The sum of the length of the central rod 300 in the extending direction and the length of the internal thread in the extending direction of the central rod 300 is greater than the distance between the first limiting portion 111 and the second limiting portion 710 in the extending direction of the central rod 300. That is, the distance that the center rod 300 is movable in the extension direction with respect to the upper joint 100 is smaller than the length of the mating threads of the center rod 300 and the lower joint 200, so that the center rod 300 and the lower joint 200 are prevented from being completely separated and the lower joint 200 is prevented from falling down to the bottom of the well.
Fig. 9 isbase:Sub>A schematic structural view ofbase:Sub>A lower joint inbase:Sub>A circulation valve according to an embodiment of the present invention, and fig. 10 isbase:Sub>A sectional view taken alongbase:Sub>A-base:Sub>A direction in fig. 2.
Referring to fig. 9 and 10, in some embodiments, the outer wall of the lower joint 200 has a polygonal shape, and the inner wall of the second stopper 710 matches the outer wall of the lower joint 200.
It will be appreciated that the polygonal outer wall of the lower sub 200 prevents the central rod 300 and the lower sub 200 from freely rotating in the outer barrel 700, thereby transmitting torque to the drilling and grinding tool.

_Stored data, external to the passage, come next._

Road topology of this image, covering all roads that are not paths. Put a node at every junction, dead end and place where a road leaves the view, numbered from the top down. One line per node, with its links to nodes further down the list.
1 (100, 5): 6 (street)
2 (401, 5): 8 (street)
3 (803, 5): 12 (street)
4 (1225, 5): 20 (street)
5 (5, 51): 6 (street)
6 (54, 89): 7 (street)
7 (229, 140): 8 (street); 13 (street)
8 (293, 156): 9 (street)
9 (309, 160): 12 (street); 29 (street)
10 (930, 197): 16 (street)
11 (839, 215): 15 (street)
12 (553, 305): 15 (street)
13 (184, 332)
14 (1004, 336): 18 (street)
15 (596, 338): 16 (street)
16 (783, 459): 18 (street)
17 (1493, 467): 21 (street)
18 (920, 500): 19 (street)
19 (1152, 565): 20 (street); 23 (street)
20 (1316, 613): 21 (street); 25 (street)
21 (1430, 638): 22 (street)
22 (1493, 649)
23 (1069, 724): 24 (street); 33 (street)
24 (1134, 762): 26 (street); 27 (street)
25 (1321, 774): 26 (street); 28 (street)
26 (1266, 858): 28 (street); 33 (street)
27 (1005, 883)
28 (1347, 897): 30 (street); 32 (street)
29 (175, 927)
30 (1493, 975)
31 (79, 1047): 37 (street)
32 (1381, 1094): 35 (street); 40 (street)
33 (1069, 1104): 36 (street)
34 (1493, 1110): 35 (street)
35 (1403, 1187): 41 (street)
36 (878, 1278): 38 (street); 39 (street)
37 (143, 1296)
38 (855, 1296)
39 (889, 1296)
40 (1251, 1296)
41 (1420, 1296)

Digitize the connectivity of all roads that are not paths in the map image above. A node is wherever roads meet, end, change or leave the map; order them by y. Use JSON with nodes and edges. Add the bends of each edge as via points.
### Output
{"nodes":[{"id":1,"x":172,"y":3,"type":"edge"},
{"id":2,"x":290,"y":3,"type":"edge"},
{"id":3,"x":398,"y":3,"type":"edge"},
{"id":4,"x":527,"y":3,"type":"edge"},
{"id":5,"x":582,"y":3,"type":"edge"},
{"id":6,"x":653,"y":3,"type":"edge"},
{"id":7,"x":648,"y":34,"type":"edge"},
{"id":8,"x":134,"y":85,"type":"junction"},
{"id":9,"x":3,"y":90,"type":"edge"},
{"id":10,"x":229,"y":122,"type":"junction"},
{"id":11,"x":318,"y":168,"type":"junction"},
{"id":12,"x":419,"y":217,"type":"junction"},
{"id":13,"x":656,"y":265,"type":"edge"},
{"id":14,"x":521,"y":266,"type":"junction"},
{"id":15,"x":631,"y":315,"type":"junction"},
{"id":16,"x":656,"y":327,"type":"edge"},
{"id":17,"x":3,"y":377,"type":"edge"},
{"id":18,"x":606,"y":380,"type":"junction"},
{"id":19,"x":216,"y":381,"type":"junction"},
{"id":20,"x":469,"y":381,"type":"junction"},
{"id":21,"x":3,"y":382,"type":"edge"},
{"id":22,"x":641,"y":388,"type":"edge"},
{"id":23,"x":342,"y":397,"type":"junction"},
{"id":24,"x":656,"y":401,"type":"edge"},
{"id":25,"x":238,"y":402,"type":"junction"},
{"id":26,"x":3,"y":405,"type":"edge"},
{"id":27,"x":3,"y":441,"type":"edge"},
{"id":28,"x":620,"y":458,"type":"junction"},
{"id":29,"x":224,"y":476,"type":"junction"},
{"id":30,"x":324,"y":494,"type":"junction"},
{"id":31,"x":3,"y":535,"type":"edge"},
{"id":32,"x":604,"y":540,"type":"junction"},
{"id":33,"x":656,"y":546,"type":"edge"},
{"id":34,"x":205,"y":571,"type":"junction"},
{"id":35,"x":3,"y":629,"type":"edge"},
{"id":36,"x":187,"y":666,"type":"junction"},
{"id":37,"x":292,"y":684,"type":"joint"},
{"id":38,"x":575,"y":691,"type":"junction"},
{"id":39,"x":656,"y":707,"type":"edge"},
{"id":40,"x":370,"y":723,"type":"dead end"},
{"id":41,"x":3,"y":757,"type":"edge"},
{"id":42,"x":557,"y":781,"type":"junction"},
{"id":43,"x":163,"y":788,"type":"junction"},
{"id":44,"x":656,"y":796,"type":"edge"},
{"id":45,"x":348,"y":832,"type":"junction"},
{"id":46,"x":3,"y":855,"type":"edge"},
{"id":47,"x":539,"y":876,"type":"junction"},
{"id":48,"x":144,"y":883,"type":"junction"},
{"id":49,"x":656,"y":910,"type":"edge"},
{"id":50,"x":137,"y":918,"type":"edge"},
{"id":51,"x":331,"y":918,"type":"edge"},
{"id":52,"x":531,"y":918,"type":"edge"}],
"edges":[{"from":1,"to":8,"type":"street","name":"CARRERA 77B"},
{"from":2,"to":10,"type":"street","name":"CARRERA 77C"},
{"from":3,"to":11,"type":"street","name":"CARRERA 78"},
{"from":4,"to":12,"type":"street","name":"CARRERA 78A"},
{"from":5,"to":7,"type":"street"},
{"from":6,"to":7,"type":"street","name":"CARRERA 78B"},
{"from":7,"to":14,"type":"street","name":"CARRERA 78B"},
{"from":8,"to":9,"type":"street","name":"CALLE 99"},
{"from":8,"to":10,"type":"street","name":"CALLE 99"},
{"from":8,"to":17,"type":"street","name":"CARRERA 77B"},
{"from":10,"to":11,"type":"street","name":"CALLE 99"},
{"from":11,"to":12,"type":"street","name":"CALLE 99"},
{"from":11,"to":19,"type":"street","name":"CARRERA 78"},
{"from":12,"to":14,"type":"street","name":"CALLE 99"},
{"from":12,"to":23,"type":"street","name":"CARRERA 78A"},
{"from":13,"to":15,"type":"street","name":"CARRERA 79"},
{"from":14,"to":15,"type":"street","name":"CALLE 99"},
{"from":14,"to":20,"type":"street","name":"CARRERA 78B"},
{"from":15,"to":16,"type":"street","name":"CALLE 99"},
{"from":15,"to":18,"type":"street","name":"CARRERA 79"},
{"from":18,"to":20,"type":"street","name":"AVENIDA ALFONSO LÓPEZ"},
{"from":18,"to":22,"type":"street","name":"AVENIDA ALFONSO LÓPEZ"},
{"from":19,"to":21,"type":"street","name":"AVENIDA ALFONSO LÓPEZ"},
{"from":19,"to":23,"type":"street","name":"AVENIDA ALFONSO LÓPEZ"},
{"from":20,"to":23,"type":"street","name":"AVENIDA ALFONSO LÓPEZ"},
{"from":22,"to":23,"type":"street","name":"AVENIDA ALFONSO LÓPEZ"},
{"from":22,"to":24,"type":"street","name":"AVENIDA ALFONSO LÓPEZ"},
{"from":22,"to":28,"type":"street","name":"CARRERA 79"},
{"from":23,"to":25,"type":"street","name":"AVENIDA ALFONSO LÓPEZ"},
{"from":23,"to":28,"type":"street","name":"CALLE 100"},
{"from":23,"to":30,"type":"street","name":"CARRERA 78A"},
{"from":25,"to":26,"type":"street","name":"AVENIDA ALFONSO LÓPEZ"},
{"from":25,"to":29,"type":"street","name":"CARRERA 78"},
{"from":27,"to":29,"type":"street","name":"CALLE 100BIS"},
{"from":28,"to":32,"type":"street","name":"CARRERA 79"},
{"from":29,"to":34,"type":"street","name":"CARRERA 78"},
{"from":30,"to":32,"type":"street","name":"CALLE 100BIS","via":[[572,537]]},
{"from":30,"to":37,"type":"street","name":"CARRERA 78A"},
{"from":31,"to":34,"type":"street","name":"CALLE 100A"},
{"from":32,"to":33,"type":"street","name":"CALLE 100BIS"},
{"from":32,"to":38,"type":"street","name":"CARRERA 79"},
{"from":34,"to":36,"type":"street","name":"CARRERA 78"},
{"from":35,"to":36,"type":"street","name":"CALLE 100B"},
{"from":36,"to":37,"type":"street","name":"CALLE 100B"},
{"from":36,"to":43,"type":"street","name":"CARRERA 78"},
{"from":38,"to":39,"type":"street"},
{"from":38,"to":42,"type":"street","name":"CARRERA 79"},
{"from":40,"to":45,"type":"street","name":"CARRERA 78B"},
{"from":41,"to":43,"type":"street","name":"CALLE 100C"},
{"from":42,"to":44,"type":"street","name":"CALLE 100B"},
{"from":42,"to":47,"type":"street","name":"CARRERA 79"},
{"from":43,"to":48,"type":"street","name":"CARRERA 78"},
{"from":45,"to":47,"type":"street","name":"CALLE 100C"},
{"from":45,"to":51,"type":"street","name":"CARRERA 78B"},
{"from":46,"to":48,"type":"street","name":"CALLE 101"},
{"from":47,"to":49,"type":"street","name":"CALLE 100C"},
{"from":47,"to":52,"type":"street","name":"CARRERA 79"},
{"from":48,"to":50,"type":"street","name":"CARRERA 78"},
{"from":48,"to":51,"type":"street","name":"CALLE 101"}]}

Referring to fig. 6, in a possible implementation manner, the outer wall of the large-diameter section 320 has a second groove 321, the second groove 321 is used for installing a second seal ring 800, the inner wall of the second seal ring 800 abuts against the groove bottom of the second groove 321, and the outer wall of the second seal ring 800 abuts against the inner wall of the outer cylinder 700. Thus, the high-pressure fluid is prevented from leaking out through the gap between the center rod 300 and the outer cylinder 700, and the sealing performance of the circulation valve is improved.
Referring to fig. 4, the outer wall of the upper joint 100 has a third groove 130, the third groove 130 is used for mounting a third seal ring 900, the inner wall of the third seal ring 900 abuts against the bottom of the third groove 130, and the outer wall of the third seal ring 900 abuts against the outer cylinder 700. Thus, the leakage of the high-pressure fluid through the gap between the upper joint 100 and the outer cylinder 700 can be prevented, and the sealing performance of the circulation valve can be improved.
As shown in fig. 9, the lower joint 200 has a fourth groove 220 at one end facing the center rod 300, the fourth groove 220 is used for mounting a fourth seal ring 1000, one end of the fourth seal ring 1000 abuts against the bottom of the fourth groove 220, and the other end of the fourth seal ring 1000 abuts against the center rod 300. Thus, the high-pressure fluid can be prevented from leaking out through the gap between the central rod 300 and the lower joint 200, and the sealing performance of the circulation valve can be improved.
Finally, it should be noted that: the above embodiments are only used to illustrate the technical solution of the present invention, and not to limit the same; while the invention has been described in detail and with reference to the foregoing embodiments, it will be understood by those skilled in the art that: the technical solutions described in the foregoing embodiments may still be modified, or some or all of the technical features may be equivalently replaced; and these modifications or substitutions do not depart from the spirit of the corresponding technical solutions of the embodiments of the present invention.